LA MIGRATION DES RENNES

Ce voyage, je l’avais maintes et maintes fois rêvé et préparé en silence car je voulais que la surprise soit totale, les mots trop forts peuvent amoindrir les rêves les plus fous.
Aussi par le même matin qui peinât 7 ans plus tôt à se lever, avec les mêmes guides et avec Gengis Khan, le cheval blanc à qui j’avais mis des fleurs dans sa sauvage crinière et qui avait henni doucement alors que je m’approchais de lui me faisant croire qu’il s’était langui de mes caresses, nous partîmes à l’assaut de la taïga et de la montagne. La peur se mêlait à l’espoir d’arriver juste à temps chez une famille Tsaatan pour partir avec elle et ses rennes vers le campement d’automne. Cette folle espérance martelait ma tête. C’est la qualité de l’herbe, des lichens et des mousses qui décident des nombreuses transhumances de l’année, aussi si les rennes le voulaient bien nous y serions pour la date choisie par eux.
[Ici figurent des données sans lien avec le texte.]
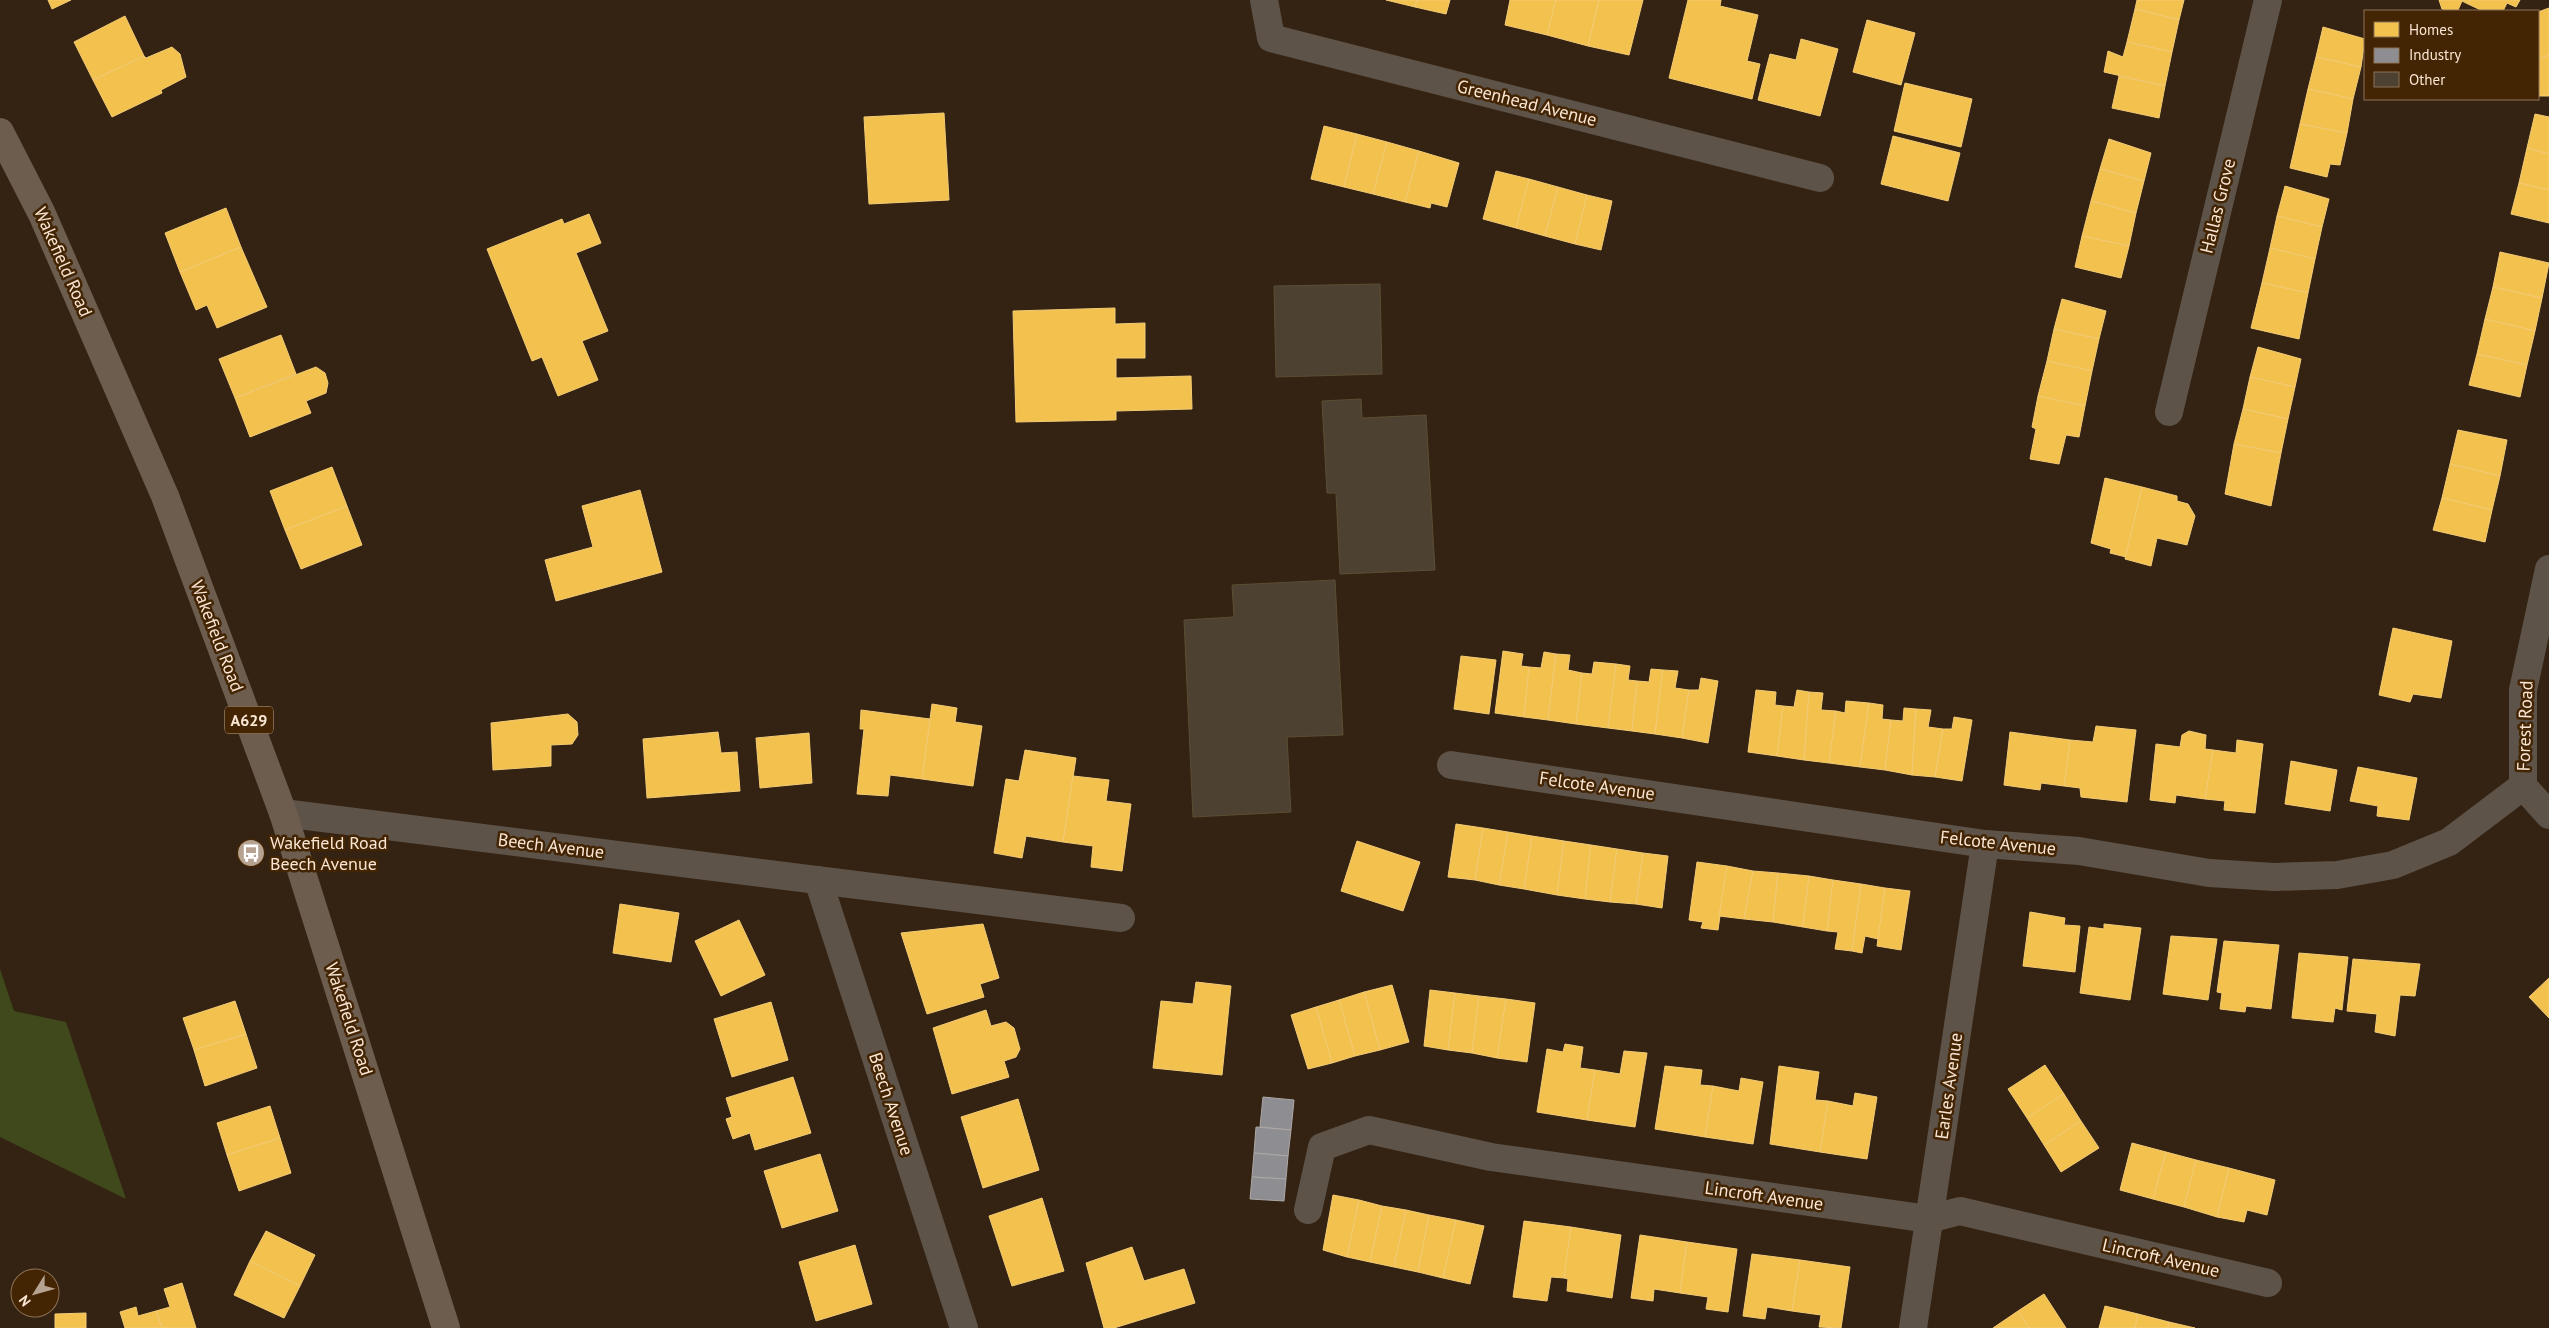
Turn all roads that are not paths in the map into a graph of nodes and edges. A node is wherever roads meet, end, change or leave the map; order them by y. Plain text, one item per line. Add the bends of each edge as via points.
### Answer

Il fallait juste que les rennes soient avec nous!
Un froid blizzard accompagna notre sortie de Tsangan Nur, dernier village tout là haut au Nord Ouest du lac Khösgöl, pas loin de la Sibérie. Il nous poussait vers le lac comme voulant nous y faire tomber avec nos montures. Des flocons de neige virevoltaient dans le ciel presque d’encre, se collant en tombant sur nos dells Une méchante rafale arracha les fleurs des champs de la crinière de Gengis Khan mais, plus tard la taïga lui fera une crinière d’or et nous étincellerons au soleil. Si le mauvais temps nous transis au point de nous coller à nos montures pour y trouver un peu de chaleur, nous aurons la chance inouïe pour la saison comme pour la région de pouvoir continuer les jours suivants sous un soleil resplendissant.
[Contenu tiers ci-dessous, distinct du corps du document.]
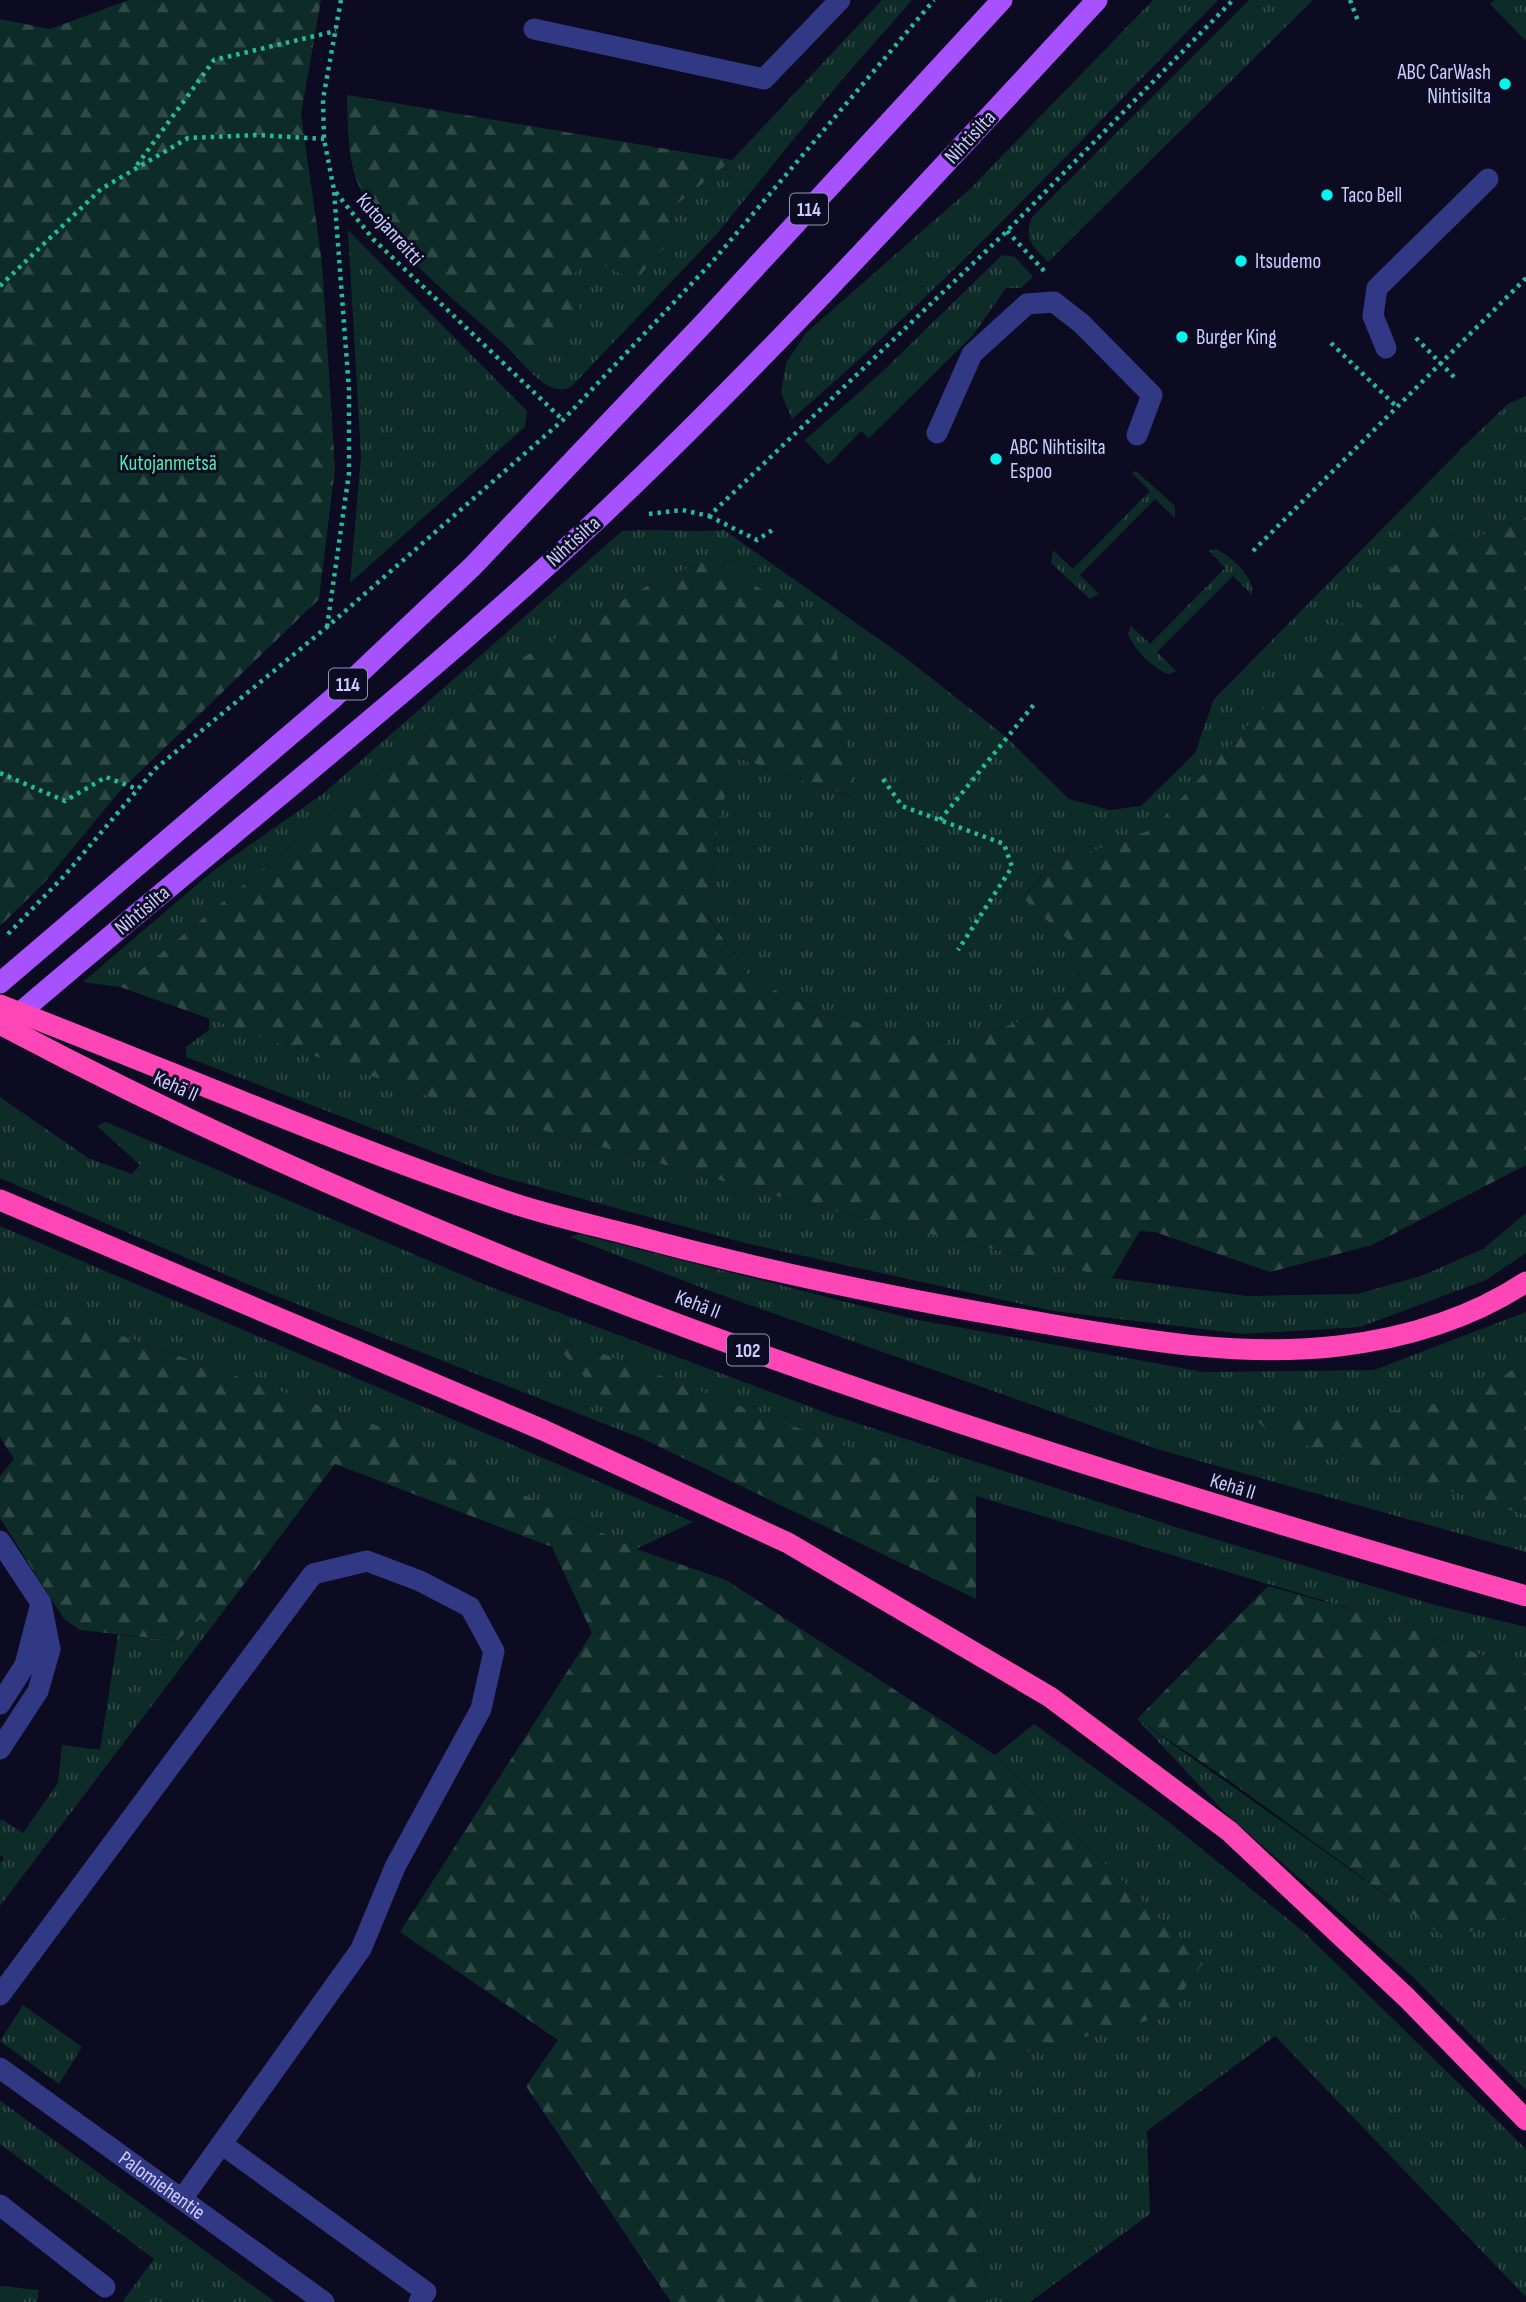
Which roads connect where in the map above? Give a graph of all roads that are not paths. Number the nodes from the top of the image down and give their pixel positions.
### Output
1 (840, 0) edge
2 (1002, 0) edge
3 (1097, 0) edge
4 (534, 29) dead end
5 (1488, 179) dead end
6 (1386, 348) dead end
7 (937, 433) dead end
8 (1137, 435) dead end
9 (0, 983) edge
10 (0, 1005) edge
11 (0, 1024) edge
12 (0, 1030) edge
13 (0, 1200) edge
14 (1526, 1282) edge
15 (0, 1541) edge
16 (1526, 1596) edge
17 (41, 1602) junction
18 (0, 1704) edge
19 (0, 1749) edge
20 (0, 1995) edge
21 (0, 2068) edge
22 (1526, 2120) edge
23 (223, 2145) junction
24 (182, 2199) junction
25 (0, 2205) edge
26 (106, 2287) dead end
27 (324, 2302) edge
28 (419, 2302) edge

1 - 4 street
2 - 9 main road, Nihtisilta / 114
3 - 12 main road, Nihtisilta / 114
5 - 6 street
7 - 8 street
10 - 14 highway
11 - 16 highway, Kehä II / 102
13 - 22 highway
15 - 17 street
17 - 18 street
17 - 19 street
20 - 23 street
21 - 24 street, Palomiehentie
23 - 24 street
23 - 28 street
24 - 27 street, Palomiehentie
25 - 26 street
La silhouette de Drimmaa, nous souhaitant bon voyage nous semblait déjà si loin alors que peu d’heures s’étaient écoulées depuis l’ébranlement de notre caravane vers le peuple des rennes. Le voyage bien qu’interminable à cause de sa certaine difficulté et notre piètre connaissance de l’art équestre n’en était pas moins impressionnant et merveilleux. Loin de tout, des années lumières de notre cocon, loin du bruit en totale symbiose avec la nature nous reprenions des forces en scellant notre corps lourd contre un autre plus sain, plus vif, plus attentionné à ce qui nous entourait, plus réceptif à toutes les émotions que ce monde fait d’herbe et de pierres voulait nous offrir en cadeau pour notre retour en ces contrées peu clémentes.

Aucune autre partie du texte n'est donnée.